Still, it’s decent. It’s not good, but it didn’t aggravate me like the second one. It also leaves the meta elements on the table as little more than window dressing (Jamie Alexander coming back as Randy in a video taped message about the rules of trilogies is so unbelievable as to reach the point of parody). I’ve never been that enamored of the meta elements of this series, but this felt like the film, in the beginning, that could most take advantage of it. It doesn’t, though. Meh. It’s decent.

Rating: 2/4

9 thoughts on “Scream 3”

  1. As a horror movie, this still fails (there’s still never a sense of dread or fear about Sidney’s possible fate) but as an inside-baseball bit of Hollywood self-pleasuring, it succeeds. It’s no ‘The Player’ or even ‘Get Shorty’ but Williamson IS a Hollywood screenwriter (and it’s all he knows) so he’s in his wheelhouse.

    The odd thing to me as these movies no longer feel like Wes Craven films. They feel like generic Hollywood product, as did Music of the Heart. (and I mis-spoke yesterday, the animated movie I love is WHISPER of the Heart, my mistake). There’s no dream-like passages, nothing visually bizarre, no traps, barely any horror.

    I still like Dewy in Scream 3 and there’s other actors I like in it, and some good eye candy. I don’t like it but I don’t hate it.


    1. I think Craven’s voice was lost by the late 80s. The last thing that felt uniquely his (though it’s not even his own script) was The Serpent and the Rainbow. It’s in dreams themselves that he feels most at home, where he has the most to say and explore.

      This is just director for hire, stuff. He’s effectively a television direction at this point. The most he could do was not screw up someone else’s idea. The Scream movies are more Kevin Williamson’s than Craven’s because Craven brought nothing of his own to the production.
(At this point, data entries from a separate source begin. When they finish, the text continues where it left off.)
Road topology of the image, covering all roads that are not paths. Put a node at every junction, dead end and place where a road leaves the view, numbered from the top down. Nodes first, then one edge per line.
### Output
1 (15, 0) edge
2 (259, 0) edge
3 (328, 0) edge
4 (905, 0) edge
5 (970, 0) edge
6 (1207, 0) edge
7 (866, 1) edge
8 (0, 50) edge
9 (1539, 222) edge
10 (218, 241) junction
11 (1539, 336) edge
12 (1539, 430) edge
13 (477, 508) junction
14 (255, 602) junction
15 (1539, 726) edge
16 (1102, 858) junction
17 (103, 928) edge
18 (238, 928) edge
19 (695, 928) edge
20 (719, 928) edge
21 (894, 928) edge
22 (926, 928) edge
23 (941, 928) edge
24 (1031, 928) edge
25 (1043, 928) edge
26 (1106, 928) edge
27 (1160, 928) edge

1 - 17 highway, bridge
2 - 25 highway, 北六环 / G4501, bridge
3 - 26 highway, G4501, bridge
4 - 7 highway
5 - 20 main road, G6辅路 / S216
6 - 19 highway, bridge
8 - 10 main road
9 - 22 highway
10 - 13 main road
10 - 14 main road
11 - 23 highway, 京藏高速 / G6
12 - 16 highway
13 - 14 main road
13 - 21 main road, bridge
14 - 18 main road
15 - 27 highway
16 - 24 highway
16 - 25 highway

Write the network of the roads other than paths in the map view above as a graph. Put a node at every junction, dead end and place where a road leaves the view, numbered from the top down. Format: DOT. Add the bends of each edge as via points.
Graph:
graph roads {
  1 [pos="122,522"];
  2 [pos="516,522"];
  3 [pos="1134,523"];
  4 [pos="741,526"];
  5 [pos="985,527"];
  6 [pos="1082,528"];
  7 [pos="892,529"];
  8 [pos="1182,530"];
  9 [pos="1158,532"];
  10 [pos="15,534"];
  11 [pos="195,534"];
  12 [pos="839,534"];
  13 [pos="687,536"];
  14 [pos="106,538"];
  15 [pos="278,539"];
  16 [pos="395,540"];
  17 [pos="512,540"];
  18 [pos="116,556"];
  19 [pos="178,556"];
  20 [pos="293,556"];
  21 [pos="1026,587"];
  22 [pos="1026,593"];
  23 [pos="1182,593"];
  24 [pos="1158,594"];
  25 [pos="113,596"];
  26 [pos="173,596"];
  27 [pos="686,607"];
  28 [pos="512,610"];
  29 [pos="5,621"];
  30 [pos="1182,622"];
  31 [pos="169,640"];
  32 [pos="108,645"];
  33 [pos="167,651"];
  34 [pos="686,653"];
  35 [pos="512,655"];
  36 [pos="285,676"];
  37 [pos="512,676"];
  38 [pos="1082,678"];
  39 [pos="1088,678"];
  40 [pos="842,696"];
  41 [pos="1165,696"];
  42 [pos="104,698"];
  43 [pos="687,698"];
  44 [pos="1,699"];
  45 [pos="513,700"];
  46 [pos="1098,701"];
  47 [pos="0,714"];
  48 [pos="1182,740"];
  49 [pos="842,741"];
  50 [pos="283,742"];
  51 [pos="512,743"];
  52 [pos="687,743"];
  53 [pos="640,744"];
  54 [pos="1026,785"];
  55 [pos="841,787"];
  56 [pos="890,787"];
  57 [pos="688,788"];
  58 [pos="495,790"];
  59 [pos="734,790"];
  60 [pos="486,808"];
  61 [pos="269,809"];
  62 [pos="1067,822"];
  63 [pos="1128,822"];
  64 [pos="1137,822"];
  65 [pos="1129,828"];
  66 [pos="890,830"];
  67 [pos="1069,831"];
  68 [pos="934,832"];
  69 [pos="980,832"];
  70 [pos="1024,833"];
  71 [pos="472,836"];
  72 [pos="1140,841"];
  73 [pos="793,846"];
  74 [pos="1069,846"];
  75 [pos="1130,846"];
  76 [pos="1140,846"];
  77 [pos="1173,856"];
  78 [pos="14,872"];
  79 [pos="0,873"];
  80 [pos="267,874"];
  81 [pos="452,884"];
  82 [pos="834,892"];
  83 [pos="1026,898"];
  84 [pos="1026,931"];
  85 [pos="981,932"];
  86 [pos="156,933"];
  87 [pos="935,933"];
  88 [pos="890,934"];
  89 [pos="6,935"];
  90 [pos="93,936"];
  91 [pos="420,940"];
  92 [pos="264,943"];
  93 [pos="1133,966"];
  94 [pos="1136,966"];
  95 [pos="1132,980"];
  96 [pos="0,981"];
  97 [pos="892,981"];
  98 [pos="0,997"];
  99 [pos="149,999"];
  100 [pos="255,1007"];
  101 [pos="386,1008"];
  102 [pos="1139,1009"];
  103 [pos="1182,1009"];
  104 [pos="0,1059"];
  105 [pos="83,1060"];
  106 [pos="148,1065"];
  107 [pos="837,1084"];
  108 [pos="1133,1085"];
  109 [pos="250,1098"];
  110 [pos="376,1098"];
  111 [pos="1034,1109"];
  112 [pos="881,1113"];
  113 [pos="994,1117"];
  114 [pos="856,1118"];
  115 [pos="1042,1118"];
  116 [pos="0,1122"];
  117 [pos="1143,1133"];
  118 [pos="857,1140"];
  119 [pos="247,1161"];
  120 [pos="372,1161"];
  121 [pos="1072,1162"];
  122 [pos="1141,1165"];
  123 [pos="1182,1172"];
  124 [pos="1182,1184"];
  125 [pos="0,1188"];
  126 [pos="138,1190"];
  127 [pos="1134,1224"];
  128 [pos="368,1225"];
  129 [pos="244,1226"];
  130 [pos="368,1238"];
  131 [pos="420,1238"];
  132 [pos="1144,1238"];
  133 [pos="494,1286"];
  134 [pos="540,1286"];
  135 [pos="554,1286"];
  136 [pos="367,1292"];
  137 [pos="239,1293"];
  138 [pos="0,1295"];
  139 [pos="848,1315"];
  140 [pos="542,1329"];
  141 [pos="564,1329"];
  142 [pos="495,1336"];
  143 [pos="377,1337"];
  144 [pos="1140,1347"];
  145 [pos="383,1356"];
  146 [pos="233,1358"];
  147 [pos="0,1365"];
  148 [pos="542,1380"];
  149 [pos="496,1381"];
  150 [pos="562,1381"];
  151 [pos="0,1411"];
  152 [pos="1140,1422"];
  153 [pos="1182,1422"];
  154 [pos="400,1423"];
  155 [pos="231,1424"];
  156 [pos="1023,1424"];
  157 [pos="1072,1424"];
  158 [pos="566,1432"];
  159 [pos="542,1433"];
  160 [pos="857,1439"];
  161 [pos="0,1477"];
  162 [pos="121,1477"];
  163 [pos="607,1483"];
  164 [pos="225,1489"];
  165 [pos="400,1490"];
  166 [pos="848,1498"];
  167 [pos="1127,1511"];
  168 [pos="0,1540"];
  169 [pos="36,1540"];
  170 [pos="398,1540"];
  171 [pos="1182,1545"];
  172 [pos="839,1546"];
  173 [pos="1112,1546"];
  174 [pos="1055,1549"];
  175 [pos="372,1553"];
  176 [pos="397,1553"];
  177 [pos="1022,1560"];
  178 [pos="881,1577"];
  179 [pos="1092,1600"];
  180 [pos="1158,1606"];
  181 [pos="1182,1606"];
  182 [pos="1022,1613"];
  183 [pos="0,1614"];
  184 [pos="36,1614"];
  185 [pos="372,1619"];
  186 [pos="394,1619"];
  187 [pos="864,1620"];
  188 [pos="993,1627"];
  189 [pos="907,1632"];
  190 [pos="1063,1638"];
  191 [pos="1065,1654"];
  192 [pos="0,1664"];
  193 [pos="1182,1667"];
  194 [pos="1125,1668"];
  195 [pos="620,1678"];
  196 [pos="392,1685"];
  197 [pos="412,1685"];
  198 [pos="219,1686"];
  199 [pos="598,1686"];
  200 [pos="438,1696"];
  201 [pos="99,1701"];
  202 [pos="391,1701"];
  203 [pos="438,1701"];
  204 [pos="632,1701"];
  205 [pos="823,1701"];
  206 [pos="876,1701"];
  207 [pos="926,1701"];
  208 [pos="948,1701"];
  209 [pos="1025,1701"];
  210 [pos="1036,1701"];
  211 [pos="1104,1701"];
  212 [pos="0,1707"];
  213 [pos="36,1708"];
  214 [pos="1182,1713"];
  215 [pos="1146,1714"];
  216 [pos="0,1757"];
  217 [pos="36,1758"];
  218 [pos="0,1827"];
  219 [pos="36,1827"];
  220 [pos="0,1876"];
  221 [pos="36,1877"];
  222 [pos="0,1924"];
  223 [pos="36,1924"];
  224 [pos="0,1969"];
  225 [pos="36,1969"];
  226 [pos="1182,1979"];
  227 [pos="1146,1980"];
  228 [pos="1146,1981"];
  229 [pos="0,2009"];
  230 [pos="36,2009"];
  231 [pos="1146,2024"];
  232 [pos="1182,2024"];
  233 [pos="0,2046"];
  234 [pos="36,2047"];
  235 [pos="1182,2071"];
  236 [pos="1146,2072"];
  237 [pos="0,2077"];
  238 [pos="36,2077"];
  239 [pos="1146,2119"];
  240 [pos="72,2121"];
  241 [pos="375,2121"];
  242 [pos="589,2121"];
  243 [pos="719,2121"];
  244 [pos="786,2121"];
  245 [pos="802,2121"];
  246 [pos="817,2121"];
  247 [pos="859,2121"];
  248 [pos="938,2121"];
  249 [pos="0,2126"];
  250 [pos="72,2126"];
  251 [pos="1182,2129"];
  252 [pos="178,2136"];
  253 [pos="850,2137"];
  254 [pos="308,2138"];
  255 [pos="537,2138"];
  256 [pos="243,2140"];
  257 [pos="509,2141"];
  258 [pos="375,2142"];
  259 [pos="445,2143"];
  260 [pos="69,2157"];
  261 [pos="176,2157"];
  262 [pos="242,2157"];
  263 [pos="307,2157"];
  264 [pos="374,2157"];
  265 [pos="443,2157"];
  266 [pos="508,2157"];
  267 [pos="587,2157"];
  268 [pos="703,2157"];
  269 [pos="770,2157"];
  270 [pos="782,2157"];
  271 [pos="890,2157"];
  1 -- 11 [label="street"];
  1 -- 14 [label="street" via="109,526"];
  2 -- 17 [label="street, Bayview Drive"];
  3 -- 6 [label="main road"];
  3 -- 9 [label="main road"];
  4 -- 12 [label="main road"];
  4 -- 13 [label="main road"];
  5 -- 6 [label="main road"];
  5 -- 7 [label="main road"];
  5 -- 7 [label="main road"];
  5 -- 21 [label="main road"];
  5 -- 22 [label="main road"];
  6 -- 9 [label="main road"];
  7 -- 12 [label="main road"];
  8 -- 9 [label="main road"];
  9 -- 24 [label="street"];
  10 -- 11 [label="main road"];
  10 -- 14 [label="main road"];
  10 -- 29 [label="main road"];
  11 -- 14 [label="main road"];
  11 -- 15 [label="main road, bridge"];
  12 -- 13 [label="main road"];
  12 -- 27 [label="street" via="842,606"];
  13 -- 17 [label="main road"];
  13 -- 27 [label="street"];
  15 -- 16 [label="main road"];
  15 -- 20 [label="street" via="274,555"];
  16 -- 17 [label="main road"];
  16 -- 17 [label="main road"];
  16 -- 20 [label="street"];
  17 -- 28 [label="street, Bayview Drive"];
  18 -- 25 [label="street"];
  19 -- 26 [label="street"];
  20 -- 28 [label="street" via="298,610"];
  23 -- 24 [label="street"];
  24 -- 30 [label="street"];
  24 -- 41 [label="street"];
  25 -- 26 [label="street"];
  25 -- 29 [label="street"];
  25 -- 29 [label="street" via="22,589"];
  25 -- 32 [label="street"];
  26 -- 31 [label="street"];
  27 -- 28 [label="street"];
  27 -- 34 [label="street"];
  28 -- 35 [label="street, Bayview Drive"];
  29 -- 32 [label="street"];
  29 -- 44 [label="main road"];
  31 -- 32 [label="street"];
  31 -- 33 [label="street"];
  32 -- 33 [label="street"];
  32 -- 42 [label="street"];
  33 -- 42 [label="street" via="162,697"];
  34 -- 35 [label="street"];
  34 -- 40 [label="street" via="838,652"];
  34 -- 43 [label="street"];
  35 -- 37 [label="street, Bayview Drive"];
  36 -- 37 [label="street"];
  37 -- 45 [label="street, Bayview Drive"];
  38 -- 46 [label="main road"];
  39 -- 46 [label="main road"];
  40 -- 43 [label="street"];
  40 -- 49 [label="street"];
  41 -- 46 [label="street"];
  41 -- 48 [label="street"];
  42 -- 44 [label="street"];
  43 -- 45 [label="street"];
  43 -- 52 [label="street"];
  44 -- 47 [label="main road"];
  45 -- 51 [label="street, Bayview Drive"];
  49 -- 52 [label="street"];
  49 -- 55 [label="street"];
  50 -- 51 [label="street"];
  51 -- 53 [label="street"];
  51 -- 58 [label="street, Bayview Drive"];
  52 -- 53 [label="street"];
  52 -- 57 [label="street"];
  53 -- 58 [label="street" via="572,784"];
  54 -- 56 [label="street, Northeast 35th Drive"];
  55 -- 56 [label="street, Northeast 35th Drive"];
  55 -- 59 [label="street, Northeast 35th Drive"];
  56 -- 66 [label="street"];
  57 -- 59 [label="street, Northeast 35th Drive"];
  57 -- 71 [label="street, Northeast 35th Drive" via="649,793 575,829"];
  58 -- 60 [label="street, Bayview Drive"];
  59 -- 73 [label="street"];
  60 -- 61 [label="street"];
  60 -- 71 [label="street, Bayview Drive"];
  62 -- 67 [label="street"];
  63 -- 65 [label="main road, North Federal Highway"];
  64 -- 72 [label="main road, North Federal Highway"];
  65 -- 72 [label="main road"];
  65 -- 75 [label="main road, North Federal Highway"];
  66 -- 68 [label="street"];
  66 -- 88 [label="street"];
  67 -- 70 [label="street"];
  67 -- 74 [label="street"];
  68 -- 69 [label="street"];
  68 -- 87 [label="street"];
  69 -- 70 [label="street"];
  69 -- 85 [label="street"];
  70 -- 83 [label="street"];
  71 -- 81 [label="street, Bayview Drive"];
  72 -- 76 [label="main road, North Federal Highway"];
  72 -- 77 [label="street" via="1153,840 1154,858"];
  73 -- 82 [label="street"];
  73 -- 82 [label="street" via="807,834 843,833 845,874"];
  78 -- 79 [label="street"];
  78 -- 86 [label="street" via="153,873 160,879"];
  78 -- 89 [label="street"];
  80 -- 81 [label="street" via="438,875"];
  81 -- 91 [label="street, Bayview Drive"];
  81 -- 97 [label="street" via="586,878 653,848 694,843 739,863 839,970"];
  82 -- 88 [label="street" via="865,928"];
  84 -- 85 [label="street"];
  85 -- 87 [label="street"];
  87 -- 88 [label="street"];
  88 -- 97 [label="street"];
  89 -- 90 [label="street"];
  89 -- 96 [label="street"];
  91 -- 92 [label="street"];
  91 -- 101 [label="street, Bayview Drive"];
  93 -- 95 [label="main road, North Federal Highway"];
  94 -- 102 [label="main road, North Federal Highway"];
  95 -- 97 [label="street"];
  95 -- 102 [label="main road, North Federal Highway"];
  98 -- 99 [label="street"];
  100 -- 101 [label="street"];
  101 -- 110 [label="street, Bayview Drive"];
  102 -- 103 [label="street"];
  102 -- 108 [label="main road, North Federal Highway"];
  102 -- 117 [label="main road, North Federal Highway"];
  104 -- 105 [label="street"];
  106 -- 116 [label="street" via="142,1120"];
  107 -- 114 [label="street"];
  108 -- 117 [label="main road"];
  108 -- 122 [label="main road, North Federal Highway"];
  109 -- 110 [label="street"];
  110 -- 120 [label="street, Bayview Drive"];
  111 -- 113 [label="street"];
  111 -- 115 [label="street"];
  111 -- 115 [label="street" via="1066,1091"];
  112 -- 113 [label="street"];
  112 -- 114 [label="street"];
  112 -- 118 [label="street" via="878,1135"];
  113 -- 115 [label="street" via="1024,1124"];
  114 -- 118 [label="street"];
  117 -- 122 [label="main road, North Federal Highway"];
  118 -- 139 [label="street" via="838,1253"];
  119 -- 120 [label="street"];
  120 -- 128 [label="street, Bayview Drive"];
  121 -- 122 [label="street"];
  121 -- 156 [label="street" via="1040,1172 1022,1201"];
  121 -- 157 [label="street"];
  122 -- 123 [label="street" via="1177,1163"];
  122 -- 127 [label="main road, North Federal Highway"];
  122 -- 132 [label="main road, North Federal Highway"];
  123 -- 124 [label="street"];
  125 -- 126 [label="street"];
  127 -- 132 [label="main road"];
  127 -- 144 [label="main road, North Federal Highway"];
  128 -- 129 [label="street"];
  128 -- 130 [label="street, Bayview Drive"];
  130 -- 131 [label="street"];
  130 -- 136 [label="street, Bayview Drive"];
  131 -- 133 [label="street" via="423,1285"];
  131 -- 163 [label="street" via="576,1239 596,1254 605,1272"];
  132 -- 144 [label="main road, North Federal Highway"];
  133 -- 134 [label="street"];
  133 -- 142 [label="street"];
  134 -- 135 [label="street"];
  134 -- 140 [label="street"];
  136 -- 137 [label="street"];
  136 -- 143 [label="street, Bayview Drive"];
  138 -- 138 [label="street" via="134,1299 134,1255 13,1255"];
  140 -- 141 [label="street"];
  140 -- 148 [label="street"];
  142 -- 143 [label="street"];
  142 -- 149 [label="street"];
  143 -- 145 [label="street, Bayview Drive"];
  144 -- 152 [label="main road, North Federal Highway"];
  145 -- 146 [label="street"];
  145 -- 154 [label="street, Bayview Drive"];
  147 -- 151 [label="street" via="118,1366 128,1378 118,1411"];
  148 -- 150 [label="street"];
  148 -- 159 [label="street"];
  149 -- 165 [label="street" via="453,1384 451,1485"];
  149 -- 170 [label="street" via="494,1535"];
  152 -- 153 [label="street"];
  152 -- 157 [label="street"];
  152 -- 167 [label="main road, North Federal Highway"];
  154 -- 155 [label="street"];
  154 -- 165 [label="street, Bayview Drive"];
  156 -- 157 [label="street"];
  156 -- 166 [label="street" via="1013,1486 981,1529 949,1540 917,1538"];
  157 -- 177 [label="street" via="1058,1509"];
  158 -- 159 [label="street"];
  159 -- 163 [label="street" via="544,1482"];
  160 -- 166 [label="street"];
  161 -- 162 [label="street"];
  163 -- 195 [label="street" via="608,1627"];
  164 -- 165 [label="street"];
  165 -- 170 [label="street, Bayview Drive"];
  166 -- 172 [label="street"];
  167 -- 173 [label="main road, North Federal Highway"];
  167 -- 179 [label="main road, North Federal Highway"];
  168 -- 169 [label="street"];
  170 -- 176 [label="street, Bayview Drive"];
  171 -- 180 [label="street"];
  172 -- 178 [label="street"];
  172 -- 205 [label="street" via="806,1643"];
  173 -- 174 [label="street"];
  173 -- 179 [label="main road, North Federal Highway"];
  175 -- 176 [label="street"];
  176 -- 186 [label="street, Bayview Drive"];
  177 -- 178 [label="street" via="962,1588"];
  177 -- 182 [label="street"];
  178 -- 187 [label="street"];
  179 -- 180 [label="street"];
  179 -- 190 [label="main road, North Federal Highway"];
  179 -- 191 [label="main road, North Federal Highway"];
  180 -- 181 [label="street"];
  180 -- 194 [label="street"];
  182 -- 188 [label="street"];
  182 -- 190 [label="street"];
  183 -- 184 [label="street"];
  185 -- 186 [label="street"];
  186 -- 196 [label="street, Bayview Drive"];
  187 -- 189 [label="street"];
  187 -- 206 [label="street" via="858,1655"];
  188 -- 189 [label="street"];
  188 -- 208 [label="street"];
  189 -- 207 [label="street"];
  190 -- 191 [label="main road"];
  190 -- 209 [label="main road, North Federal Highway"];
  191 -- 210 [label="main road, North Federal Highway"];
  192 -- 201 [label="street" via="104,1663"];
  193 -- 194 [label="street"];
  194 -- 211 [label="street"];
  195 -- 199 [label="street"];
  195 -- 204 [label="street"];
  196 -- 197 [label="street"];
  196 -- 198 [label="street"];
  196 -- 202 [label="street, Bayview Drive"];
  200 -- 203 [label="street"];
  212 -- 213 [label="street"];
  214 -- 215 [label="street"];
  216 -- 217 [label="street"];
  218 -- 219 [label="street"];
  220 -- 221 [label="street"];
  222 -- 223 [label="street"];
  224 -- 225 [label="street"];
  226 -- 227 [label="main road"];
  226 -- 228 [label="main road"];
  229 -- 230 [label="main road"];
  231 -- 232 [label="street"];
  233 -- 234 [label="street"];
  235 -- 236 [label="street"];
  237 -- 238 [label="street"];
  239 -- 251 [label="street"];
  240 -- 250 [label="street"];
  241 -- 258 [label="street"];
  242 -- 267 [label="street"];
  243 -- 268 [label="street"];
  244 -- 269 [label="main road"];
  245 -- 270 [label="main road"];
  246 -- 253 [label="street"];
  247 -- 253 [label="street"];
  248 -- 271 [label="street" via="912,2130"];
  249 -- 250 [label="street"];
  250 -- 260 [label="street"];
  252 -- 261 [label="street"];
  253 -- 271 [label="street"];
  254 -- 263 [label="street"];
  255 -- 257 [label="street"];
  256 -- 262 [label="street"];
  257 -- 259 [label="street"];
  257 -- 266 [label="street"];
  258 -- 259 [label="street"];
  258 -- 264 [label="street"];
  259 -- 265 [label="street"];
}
      Craven was a filmmaker lost in the industry. He wanted to say something, but no one would give him money to do that. So, he ended up chasing financial success in the hope that he could use that to make the movies he wanted to make. It just didn’t help that he wasn’t a particularly good storyteller.

      I also find it kind of interesting that Scream 3 is regularly regarded as the worst of the Scream sequels by the franchise’s fans. I honestly don’t get it. 2 and 4 are awful. 3 is barely competent.


      1. I don’t get it either. This one at least ties into Sidney’s slutty mother, stupidly, but it does.

        Scream 3 is probably due for re-appraisal but it may not merit even the initial appraisal.

        I like that Sidney has a healthy regard for firearms 🙂


  2. Slasher films are like sporting events. One can admire the skill and craftsmanship (and sometimes ingenuity) of both, but there’s no real narrative and no one grows as a character.


    1. Slashers can have narrative complexity and depth, but it’s not what slasher fans want. They’re the NASCAR fans who just want to see car crashes. My problem with this kind of approach is that there is a lot of racing in between the crashes.

      Just having teens run around stupidly until the occasional fun kill gets really boring to me. How are people entertained in between the kills? And that requires that the kills be fun.

      Meh. It’s largely not a genre for me. That’s fine.